Alexander has shifted around with her husband as they cared for their cancer-suffering son and even made a shift to Adelaide last October where Jackson was to receive further treatment.

Katrina Alexander, pictured with now retired jockey Noel Harris, is making a return to the trainers ranks in the new season – Race Images
Katrina Alexander, pictured with now retired jockey Noel Harris, is making a return to the trainers ranks in the new season
Race Images

“But after six weeks there, Jackson just said ‘I don’t want to be here anymore’ so we packed up and came back home (Waipukurau),” Alexander said. “Now we’re shifting back up to Matamata and we’re all looking forward to it.”

Though Alexander started her training career in Woodville in the 1997-98 season after learning the skills working for top trainer Murray Baker, she took her success to the top level when shifting to Matamata in 1998.

She recorded the first of her five black type wins when Mi Babe was a Group Three winner at Ellerslie on Boxing Day, 1998. The filly had earlier recorded a couple of wins and a third in Gr.1 New Zealand 1000 Guineas (1600m) between seconds in Gr.3 Desert Gold Stakes (1600m) and Gr.3 Eulogy Stakes (1600m).

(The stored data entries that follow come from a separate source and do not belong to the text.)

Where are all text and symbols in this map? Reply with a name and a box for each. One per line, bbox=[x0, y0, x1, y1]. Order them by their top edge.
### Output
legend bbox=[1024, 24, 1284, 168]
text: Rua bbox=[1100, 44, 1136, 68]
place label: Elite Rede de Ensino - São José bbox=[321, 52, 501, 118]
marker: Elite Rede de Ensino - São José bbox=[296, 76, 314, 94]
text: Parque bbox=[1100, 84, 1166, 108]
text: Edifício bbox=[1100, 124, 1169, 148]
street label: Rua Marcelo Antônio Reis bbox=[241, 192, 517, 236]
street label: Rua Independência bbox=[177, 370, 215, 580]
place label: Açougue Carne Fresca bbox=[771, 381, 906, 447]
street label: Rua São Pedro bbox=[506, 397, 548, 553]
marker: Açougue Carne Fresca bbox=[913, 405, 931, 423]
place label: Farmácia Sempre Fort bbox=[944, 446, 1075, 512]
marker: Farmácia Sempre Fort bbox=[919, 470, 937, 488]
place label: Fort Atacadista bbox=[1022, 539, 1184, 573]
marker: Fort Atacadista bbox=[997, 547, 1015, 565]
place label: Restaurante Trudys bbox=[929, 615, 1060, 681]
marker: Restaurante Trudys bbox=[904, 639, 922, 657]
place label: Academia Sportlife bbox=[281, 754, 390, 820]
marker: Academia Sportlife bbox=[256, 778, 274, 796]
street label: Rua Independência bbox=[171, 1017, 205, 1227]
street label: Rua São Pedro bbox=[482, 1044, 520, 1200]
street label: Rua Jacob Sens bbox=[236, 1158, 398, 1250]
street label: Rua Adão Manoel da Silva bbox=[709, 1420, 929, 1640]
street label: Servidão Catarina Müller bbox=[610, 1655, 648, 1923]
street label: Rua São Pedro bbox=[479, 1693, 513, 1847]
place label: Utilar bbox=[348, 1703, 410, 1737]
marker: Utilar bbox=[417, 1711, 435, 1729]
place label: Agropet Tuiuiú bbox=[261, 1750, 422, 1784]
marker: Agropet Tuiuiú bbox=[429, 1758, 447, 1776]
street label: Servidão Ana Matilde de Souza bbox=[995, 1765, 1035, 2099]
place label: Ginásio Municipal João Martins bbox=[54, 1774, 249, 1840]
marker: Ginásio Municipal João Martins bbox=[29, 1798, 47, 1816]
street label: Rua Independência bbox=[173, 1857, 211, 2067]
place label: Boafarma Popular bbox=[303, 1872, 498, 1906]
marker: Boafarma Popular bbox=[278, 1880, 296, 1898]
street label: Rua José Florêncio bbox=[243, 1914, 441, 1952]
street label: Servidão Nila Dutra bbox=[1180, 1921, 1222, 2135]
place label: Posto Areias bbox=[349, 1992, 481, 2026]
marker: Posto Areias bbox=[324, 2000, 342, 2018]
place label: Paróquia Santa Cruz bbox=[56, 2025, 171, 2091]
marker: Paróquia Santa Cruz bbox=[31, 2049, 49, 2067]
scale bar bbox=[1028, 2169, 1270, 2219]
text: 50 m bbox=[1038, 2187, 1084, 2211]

A couple of seasons later stablemate Nikisha won the Gr.2 Queen Elizabeth Handicap (2400m) at Ellerslie before finishing third in Our Unicorn’s Gr.1 Auckland Cup (3200m). Kalamata then emerged and Alexander hit the jackpot with Honor Babe.

Kalamata won the 2003 Listed Waikato Stud Stakes (1200m) at Wanganui and later ran third in the 2004 Gr.1 Mudgway Partsworld Stakes (1400m) at Hastings to Starcraft and Miss Potential after being unbeaten in her four lead-up starts that campaign.

Honor Babe went on to supercede Kalamata with six wins, including four on end culminating with victory in the 2003 Listed Marton Cup (2200m). She was then taken to Sydney where she was twice placed before crediting Alexander with her first Group One win in the 2003 Sydney Cup.

Alexander still remembers her nervousness during Honor Babe’s Randwick triumph and she admits to a similar feeling in her comeback to training.

“I’m looking forward to it, but there’s a little bit of nervousness,” she said. “Things have changed a bit since I gave up training, but I’m sure I’ll soon be back in the swing of it.

“This time I’ll be in partnership with Simon and that’s good for him, too. He was always part of it when I was last training. He’s as keen as I am and so are our daughters, who will also be involved.”

Alexander experienced her best season (win-wise) in 2005-06 with 22 winners and saddled up her last winner, Destiny Cover, at Trentham in October 2013.